Happy Fathers Day Daddy~

Today is my first Fathers Day without my being able to talk to my Dad.  While he is no longer here in the physical sense I know he is here in a much larger sense.  Today he is reminding me of the the power of Spirit flowing through me.  Today I can still hear the men who stood at his funeral sharing how he saved their lives, helped them to find God inside of them.

I remember the sparkle in my Fathers eyes when he would tell me that God loves me as I am.  If anyone knew what it meant to be loved by their Creator as they were it was my father.  He taught me about unconditional love in many ways.  No matter what I did wrong in my life he never judged me, never cut me off, never even told me once he was disappointed in me.  He just loved me despite my flaws or the distance between us.

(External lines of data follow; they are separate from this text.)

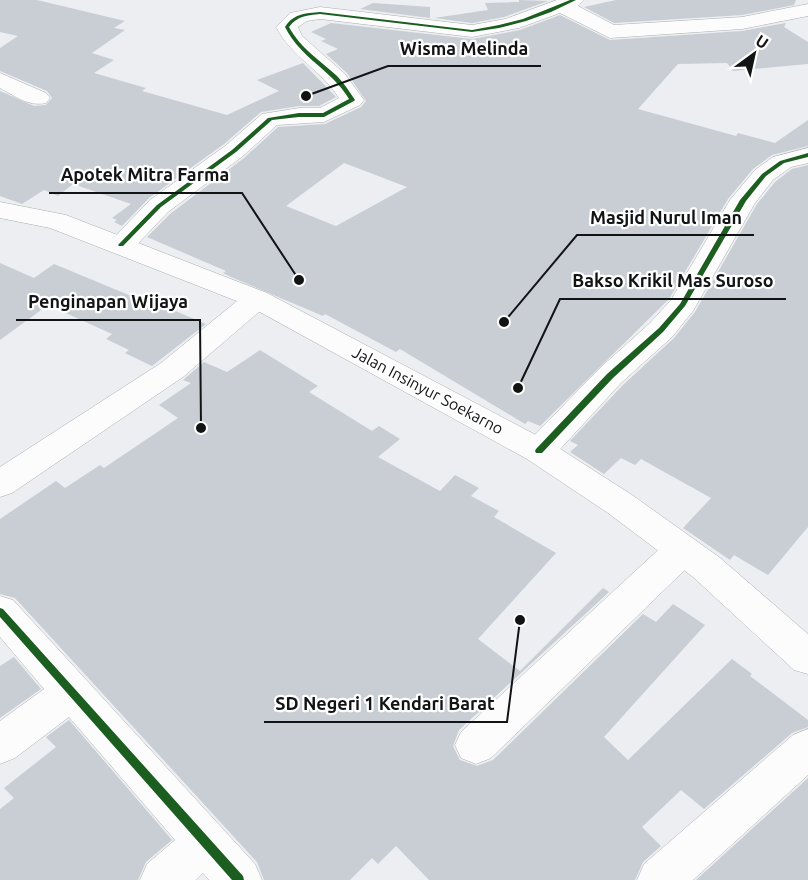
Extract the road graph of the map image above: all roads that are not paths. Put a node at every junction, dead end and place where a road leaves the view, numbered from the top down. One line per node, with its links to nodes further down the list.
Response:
1 (568, 3): 2 (main road); 7 (main road)
2 (808, 10)
3 (0, 80): 4 (main road)
4 (38, 98)
5 (808, 155): 9 (main road)
6 (0, 210): 7 (main road, Jalan Insinyur Soekarno)
7 (121, 245): 8 (main road, Jalan Insinyur Soekarno)
8 (257, 299): 9 (main road, Jalan Insinyur Soekarno); 10 (main road)
9 (539, 451): 11 (main road, Jalan Insinyur Soekarno)
10 (0, 484)
11 (682, 550): 13 (main road, Jalan Insinyur Soekarno); 15 (main road)
12 (0, 611): 14 (main road)
13 (808, 658)
14 (71, 692): 16 (main road); 18 (main road)
15 (476, 744)
16 (0, 745)
17 (808, 748): 21 (main road)
18 (205, 842): 19 (main road); 20 (main road)
19 (163, 880)
20 (239, 880)
21 (660, 880)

I miss him.  I sat this morning crying and talking to him, I posted a dedication to him, one that lead to a series of songs coming back my way and I realized that he was listening.  He is here with me today.  Where I felt lonely I was full, where I felt discouraged I felt encouraged.  My Fathers life was not an easy road, not for himself or most who loved him.  Especially in his earlier years.  He was a gifted man who could light up a room, he had an ability to to talk anyone into just about anything.  In his later years that gift was truly put to use with the many he helped to find the love of God that lives in all of us.  He was never a prefect man, my Father.  He knew that and taught me that perfection is Gods, imperfection is what makes us so special.

Thank you Dad for singing to me today.  I hear you loud and clear and I am here, full, standing strong and like you told me, never giving up!  I love you.